▶ To do:
Within the material below, count each line holding the string "ENGMARKEN" and return the total alone.

▶ Data for processing:
****************************************
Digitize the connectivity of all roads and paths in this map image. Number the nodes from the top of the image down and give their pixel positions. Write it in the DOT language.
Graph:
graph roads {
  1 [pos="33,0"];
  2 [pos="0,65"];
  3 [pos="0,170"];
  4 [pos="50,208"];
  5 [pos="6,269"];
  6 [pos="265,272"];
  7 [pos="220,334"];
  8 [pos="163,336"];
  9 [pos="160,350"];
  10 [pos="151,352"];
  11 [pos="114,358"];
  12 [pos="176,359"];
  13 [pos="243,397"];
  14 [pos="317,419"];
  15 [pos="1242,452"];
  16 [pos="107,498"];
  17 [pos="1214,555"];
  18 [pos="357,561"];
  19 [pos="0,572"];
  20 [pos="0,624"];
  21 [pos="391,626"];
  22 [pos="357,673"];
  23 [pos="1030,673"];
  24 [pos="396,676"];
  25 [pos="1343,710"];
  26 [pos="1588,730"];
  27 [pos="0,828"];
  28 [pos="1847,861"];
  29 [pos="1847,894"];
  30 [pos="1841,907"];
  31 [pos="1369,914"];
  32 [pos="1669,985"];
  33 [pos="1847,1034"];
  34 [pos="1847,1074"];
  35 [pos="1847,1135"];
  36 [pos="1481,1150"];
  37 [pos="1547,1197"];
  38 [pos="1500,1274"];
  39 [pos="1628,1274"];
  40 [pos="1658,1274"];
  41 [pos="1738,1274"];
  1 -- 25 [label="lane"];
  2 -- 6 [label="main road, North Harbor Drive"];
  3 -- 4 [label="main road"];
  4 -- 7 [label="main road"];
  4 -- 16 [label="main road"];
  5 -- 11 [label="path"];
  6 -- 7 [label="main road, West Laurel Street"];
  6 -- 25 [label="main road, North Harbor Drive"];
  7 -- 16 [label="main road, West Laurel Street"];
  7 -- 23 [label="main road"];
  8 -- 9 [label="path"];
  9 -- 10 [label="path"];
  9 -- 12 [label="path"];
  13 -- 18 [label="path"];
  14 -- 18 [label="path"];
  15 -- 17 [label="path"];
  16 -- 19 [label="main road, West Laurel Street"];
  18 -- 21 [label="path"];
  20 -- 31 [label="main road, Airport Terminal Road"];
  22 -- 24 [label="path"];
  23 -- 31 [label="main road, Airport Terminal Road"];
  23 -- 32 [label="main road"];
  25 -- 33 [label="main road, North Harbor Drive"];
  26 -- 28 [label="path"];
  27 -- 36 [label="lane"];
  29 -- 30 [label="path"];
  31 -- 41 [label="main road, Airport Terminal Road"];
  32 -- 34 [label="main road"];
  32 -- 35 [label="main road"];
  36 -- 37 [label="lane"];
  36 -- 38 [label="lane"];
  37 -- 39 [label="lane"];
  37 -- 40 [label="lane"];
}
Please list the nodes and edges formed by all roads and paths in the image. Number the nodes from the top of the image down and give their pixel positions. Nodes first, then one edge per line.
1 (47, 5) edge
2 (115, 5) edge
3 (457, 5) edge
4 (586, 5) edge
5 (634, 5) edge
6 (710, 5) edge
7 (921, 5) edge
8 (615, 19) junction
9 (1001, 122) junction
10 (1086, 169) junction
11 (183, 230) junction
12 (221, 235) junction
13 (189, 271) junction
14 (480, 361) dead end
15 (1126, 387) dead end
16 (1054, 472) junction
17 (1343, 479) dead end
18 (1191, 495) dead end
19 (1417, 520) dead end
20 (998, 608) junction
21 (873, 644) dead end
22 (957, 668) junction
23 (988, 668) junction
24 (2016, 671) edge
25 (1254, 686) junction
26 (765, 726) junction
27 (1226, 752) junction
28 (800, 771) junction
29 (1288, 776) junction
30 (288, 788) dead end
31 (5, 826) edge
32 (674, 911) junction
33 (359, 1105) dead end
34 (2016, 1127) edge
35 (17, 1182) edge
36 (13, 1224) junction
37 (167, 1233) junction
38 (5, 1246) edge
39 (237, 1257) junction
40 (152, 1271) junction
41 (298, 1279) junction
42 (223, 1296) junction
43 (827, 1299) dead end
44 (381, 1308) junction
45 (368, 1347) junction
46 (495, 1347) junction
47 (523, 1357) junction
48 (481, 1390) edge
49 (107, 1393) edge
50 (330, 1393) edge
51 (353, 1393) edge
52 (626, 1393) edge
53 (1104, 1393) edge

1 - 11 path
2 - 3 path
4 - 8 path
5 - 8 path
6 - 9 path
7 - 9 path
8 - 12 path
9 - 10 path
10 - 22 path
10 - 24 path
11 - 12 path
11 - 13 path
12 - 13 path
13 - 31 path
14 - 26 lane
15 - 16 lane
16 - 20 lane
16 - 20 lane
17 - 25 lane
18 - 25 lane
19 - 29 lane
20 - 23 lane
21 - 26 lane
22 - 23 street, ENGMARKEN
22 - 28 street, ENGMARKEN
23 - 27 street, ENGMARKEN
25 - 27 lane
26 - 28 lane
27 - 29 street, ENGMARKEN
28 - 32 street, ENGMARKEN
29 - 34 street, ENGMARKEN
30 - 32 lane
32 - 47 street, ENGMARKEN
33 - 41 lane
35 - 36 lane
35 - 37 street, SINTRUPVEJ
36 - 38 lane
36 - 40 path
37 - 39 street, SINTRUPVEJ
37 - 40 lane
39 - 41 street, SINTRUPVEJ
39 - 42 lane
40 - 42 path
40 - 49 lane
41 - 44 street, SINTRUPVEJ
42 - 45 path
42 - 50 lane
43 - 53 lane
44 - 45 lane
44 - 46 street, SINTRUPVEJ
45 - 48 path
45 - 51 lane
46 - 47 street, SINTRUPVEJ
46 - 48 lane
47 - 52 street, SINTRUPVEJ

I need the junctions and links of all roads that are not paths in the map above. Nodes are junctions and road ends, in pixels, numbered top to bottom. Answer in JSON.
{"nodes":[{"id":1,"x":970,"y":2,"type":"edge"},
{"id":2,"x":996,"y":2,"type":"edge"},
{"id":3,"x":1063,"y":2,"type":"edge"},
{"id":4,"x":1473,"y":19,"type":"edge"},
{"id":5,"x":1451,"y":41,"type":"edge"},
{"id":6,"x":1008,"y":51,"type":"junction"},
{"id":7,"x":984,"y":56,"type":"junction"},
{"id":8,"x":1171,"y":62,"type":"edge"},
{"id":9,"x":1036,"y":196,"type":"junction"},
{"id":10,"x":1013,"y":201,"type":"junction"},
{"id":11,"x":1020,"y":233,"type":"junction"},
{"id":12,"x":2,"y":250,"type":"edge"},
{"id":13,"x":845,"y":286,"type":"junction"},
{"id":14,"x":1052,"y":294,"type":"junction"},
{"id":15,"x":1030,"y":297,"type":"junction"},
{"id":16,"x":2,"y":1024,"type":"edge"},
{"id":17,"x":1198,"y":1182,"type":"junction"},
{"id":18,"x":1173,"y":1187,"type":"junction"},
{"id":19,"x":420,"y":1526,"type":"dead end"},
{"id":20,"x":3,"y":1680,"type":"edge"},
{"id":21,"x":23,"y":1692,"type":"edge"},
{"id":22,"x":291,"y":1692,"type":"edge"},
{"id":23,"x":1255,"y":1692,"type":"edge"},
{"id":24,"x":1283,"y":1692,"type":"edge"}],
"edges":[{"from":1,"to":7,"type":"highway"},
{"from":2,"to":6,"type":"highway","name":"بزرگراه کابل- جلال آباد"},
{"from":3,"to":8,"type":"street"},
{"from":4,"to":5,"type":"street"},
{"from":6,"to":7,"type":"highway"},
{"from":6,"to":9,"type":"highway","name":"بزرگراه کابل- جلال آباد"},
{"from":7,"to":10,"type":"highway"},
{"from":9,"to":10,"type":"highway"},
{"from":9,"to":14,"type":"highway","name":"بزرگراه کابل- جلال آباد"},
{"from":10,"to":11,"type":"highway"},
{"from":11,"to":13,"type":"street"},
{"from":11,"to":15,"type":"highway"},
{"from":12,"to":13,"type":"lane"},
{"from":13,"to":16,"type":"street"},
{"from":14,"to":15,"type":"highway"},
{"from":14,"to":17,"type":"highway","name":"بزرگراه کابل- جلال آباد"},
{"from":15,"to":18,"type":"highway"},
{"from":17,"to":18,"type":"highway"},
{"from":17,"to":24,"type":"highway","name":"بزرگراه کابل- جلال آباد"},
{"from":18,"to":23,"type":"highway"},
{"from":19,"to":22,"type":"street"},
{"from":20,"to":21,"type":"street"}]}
****************************************
▶ Your response:
7